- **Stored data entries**
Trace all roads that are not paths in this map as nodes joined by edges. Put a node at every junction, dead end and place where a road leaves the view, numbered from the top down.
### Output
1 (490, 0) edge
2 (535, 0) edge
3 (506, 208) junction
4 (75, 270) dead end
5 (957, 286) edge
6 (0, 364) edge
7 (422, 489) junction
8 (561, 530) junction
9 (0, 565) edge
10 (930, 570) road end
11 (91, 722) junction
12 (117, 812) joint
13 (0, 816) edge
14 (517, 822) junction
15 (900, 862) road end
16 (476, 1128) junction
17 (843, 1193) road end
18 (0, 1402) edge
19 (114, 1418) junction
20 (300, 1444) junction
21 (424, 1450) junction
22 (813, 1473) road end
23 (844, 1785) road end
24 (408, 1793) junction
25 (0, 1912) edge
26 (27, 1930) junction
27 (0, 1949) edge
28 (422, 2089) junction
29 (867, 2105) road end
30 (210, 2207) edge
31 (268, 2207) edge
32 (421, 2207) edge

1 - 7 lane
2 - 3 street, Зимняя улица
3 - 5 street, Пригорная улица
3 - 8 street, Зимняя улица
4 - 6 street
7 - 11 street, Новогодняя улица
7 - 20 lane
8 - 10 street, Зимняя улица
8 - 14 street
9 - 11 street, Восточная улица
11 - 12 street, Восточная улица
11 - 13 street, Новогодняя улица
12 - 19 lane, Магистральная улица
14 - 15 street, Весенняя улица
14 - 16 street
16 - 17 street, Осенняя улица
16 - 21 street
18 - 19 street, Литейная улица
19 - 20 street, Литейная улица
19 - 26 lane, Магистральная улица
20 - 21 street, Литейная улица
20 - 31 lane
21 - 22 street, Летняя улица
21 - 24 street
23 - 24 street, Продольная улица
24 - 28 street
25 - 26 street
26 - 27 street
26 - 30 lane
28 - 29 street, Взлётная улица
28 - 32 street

- **THE PROBLEM**
Make an exact copy of every entry.

- **RESULT**
Trace all roads that are not paths in this map as nodes joined by edges. Put a node at every junction, dead end and place where a road leaves the view, numbered from the top down.
### Output
1 (490, 0) edge
2 (535, 0) edge
3 (506, 208) junction
4 (75, 270) dead end
5 (957, 286) edge
6 (0, 364) edge
7 (422, 489) junction
8 (561, 530) junction
9 (0, 565) edge
10 (930, 570) road end
11 (91, 722) junction
12 (117, 812) joint
13 (0, 816) edge
14 (517, 822) junction
15 (900, 862) road end
16 (476, 1128) junction
17 (843, 1193) road end
18 (0, 1402) edge
19 (114, 1418) junction
20 (300, 1444) junction
21 (424, 1450) junction
22 (813, 1473) road end
23 (844, 1785) road end
24 (408, 1793) junction
25 (0, 1912) edge
26 (27, 1930) junction
27 (0, 1949) edge
28 (422, 2089) junction
29 (867, 2105) road end
30 (210, 2207) edge
31 (268, 2207) edge
32 (421, 2207) edge

1 - 7 lane
2 - 3 street, Зимняя улица
3 - 5 street, Пригорная улица
3 - 8 street, Зимняя улица
4 - 6 street
7 - 11 street, Новогодняя улица
7 - 20 lane
8 - 10 street, Зимняя улица
8 - 14 street
9 - 11 street, Восточная улица
11 - 12 street, Восточная улица
11 - 13 street, Новогодняя улица
12 - 19 lane, Магистральная улица
14 - 15 street, Весенняя улица
14 - 16 street
16 - 17 street, Осенняя улица
16 - 21 street
18 - 19 street, Литейная улица
19 - 20 street, Литейная улица
19 - 26 lane, Магистральная улица
20 - 21 street, Литейная улица
20 - 31 lane
21 - 22 street, Летняя улица
21 - 24 street
23 - 24 street, Продольная улица
24 - 28 street
25 - 26 street
26 - 27 street
26 - 30 lane
28 - 29 street, Взлётная улица
28 - 32 street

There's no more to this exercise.